Looking Back: Our Favourite Productions of 2012Date: 5 December 2012
It's that time of year again, when we look back at the performances, the productions and the reasons why this site exists - brilliant theatre staged and seen in the north west. Let us guide you through what we consider to be the best productions of the year seen in this region from our writers. See if you agree with any of them.
Glenn Meads' Productions of 2012
The Match Box at the Liverpool Playhouse Studio space
What a stunning production - Leanne Best gives a mesmerising performance which taps into every emotion and she lets it all out. Simply staged, gripping, poignant and all encompassing - The Match Box is one of those plays that lives with you forever.
The Norman Conquests Trilogy at the Liverpool Playhouse
Seeing them on their own is fine because they are stand alone productions but watching these Alan Ayckbourn classics as a triple bill offered audiences a laughter fest. Seeing the same audience members all day makes you feel part of something and the effect was unique, incredibly funny and heart warming.
A Streetcar Named Desire at the Liverpool Playhouse
I kept going back to the Playhouse this year because the superb productions just kept on coming. This was another one - led by the brilliant Amanda Drew as Blanche and the excellent Leanne Best (again) as Stella. Atmospheric, sultry and with performances to die for - this excellent production proves why the Playhouse is a gem of a theatre and production company.
Black Roses: The Killing of Sophie Lancaster at the Royal Exchange, Manchester
Impressive in tackling a distressing subject with grace and imagination so that the play was powerful and moving rather than mawkish.
Julius Caesar at the Lowry (on tour)
A background of tribal conflict in South Africa brought a vivid political aspect to the play and I liked the slightly duplicitous Mark Anthony.
Manchester Lines at First Street - staged by the Library Theatre.
2012 featured many plays staged in imaginative settings requiring unusual levels of audience participation. Manchester Lines was an excellent example of this approach and also served to celebrate the city.
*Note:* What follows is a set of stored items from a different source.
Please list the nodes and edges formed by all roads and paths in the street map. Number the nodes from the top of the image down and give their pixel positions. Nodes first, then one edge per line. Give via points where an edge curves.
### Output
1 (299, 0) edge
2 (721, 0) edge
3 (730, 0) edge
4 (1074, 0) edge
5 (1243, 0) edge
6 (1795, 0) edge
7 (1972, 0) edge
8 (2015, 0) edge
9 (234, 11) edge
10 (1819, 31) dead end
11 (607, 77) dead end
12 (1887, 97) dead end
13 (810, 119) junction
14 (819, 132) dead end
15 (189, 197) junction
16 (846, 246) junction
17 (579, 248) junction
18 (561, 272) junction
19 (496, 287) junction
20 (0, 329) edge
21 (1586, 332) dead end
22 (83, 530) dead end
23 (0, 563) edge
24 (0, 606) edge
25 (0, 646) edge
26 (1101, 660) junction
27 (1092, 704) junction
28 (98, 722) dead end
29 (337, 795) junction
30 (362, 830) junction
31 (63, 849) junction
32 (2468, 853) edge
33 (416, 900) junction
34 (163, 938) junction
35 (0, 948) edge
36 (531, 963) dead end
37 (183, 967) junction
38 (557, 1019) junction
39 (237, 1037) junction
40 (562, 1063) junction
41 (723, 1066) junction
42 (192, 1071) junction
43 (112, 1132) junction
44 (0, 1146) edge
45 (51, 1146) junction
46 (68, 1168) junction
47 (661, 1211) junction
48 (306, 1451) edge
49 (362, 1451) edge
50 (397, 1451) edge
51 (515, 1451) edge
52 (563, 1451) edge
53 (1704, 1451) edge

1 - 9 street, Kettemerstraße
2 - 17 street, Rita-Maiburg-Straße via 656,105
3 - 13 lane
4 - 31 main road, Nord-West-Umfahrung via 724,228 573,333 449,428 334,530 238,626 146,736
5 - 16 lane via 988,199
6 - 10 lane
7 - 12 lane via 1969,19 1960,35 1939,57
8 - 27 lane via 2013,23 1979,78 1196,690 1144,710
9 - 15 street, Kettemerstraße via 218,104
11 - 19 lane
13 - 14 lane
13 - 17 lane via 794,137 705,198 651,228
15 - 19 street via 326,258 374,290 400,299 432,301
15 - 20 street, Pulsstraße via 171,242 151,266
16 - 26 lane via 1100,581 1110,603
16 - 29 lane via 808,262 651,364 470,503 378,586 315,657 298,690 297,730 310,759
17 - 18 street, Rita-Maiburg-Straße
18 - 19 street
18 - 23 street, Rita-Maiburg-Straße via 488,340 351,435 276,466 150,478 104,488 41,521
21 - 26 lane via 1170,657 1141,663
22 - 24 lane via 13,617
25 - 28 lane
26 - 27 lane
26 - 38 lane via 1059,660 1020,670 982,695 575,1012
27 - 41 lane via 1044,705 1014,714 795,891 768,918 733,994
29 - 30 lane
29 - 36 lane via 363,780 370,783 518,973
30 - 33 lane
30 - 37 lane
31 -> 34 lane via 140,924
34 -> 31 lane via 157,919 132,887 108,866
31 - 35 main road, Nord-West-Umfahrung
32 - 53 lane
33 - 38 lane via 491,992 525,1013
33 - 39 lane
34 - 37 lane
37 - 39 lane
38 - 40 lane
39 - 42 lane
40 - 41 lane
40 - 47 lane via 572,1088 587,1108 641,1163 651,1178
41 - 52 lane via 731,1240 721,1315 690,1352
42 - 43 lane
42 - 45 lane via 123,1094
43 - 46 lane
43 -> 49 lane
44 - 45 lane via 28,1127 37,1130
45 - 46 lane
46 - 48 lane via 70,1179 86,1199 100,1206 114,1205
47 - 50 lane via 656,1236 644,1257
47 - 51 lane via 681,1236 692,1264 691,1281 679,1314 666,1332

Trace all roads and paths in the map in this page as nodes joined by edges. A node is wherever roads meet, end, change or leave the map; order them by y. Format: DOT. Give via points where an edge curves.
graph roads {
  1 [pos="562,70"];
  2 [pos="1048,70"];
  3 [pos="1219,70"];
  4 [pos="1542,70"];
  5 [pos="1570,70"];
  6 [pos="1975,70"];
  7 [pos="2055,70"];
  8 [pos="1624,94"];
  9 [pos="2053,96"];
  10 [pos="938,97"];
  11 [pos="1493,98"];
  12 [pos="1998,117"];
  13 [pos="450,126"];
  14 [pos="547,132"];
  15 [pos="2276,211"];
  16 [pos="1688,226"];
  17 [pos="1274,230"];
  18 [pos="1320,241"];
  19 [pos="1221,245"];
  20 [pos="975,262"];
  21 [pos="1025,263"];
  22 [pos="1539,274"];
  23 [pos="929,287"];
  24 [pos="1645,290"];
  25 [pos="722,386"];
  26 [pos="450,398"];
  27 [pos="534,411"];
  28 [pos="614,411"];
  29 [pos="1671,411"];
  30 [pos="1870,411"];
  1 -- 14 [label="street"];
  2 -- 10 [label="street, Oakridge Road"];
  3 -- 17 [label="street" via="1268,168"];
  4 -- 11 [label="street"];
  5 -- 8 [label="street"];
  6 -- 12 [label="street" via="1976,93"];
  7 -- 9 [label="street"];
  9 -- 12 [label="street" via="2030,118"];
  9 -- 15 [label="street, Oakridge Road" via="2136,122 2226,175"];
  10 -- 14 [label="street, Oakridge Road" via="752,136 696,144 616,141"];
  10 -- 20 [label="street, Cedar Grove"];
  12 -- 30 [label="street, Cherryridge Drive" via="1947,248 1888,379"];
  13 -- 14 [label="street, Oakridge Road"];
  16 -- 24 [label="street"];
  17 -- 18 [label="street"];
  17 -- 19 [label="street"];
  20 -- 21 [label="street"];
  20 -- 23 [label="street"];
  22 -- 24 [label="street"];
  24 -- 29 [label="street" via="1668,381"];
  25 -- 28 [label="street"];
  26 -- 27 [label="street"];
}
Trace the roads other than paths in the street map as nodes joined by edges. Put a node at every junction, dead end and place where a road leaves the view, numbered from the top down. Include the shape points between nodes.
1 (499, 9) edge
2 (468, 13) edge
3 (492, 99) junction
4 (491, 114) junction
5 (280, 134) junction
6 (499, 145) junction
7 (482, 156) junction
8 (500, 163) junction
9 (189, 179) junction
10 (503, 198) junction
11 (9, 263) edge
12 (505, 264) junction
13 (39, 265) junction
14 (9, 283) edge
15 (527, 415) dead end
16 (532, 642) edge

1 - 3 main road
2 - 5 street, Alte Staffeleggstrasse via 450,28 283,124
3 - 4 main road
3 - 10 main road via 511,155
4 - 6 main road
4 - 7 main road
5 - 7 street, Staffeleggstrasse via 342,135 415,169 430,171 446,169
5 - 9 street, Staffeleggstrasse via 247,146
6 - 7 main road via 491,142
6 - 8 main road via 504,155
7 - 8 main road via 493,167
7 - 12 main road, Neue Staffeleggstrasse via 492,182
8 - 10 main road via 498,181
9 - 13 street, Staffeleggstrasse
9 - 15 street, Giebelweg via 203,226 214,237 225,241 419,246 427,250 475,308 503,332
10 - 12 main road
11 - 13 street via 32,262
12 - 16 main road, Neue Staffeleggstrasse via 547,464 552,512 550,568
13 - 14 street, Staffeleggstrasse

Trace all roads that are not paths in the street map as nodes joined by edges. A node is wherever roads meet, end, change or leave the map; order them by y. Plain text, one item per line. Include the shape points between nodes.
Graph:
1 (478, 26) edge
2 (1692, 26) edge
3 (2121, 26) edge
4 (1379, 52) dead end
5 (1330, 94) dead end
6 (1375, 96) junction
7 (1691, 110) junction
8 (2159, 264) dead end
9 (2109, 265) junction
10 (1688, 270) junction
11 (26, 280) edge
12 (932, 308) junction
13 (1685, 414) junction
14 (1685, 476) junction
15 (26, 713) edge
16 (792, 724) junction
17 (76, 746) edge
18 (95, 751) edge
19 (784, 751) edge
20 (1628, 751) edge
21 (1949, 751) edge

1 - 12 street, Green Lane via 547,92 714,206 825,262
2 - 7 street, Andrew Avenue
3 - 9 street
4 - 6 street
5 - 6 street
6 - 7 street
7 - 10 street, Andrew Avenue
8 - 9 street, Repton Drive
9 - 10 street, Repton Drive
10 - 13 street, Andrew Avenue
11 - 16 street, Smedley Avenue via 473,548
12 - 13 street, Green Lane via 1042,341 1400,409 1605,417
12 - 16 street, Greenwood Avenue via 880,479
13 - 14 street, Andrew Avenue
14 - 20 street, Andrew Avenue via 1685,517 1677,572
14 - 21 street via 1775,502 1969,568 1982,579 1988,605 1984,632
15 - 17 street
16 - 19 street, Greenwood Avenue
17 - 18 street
Star-Cross'd, at Oldham Coliseum
An uplifting and innovative modern-day Romeo and Juliet, with some vibrant and touching performances set alongside the natural beauty of Oldham's Alexandra Park enhanced by some luxurious stage design.
Close The Coalhouse Door, Northern Stage and Live Theatre at The Lowry
A relevant revival of Alan Plater's 1960s docudrama charting British mining history over 130 years, with Samuel West's engaging direction, a functional but stunning design and powerful performances by a talented ensemble.
Black Roses at The Royal Exchange Studio
The true story of the killing of Sophie Lancaster told bravely with accounts from her mother, Sylvia, alongside affecting poetry by Simon Armitage. With moving but understated performances by Julie Hesmondhalgh and Rachel Austin, and the avoidance of all sentimentality in Sarah Frankcom's direction, this production can't fail to last in the audience's memory.
American Idiot at the Palace Theatre, Manchester
By far one of the most exciting, inventive musicals of the past decade, whilst a few of the Manchester critics felt mixed about it, the show has received some rave reviews around the country and audiences seemed genuinely excited both the nights I attended. Green Days music (that was written as a story based album) pulsates with energy and the hidden depth beneath the surface of this show make it one of the greatest things I have seen on stage in some time.
Bette and Joan – The Final Curtain at the Lowry
A fantastic comedy about those battling Hollywood Legends Bette Davis and Joan Crawford. This was one of the best surprises of the year for me, a very funny comedy that managed to be touching at the same time. The clever story sees one of the ladies at the end of her life....and her arch rival who has already died is back in spirit to help guide her to the afterlife, not before they go a few more rounds first though. Brilliant touring fringe show, hopefully it will return soon
An Inspector Calls at the Lowry
Having never seen this before it was wonderful to get the chance to see the show that seems to have been around since time began. It’s easy to see why this play won so many awards, thrilling, exciting and with a brilliant score to match. The company was perfect and the rather inventive set and lighting made for a perfect evening.
The Boy Who Kicked Pigs at the Lowry
Clever, gruesome and hilarious, I loved Kill The Beast’s first production for its endless supply of laughs, inventive song and dance numbers and a fabulous ensemble cast.
All The Bens at New Century House, Manchester (24:7 Festival)
A fantastic ensemble of Thomas McGarva, Dominic Vulliamy and Daniel McCann portray three equally strong characters. Ian Townsend’s three-hander is as deeply touching as it is brilliantly funny.
You Once Said Yes at The Lowry, Salford Quays
An audience of one, on a journey into the unknown; meeting strangers, forming relationships and reacting to incredible scenarios. An excellent cast and exemplary logistics make this a memorable experience.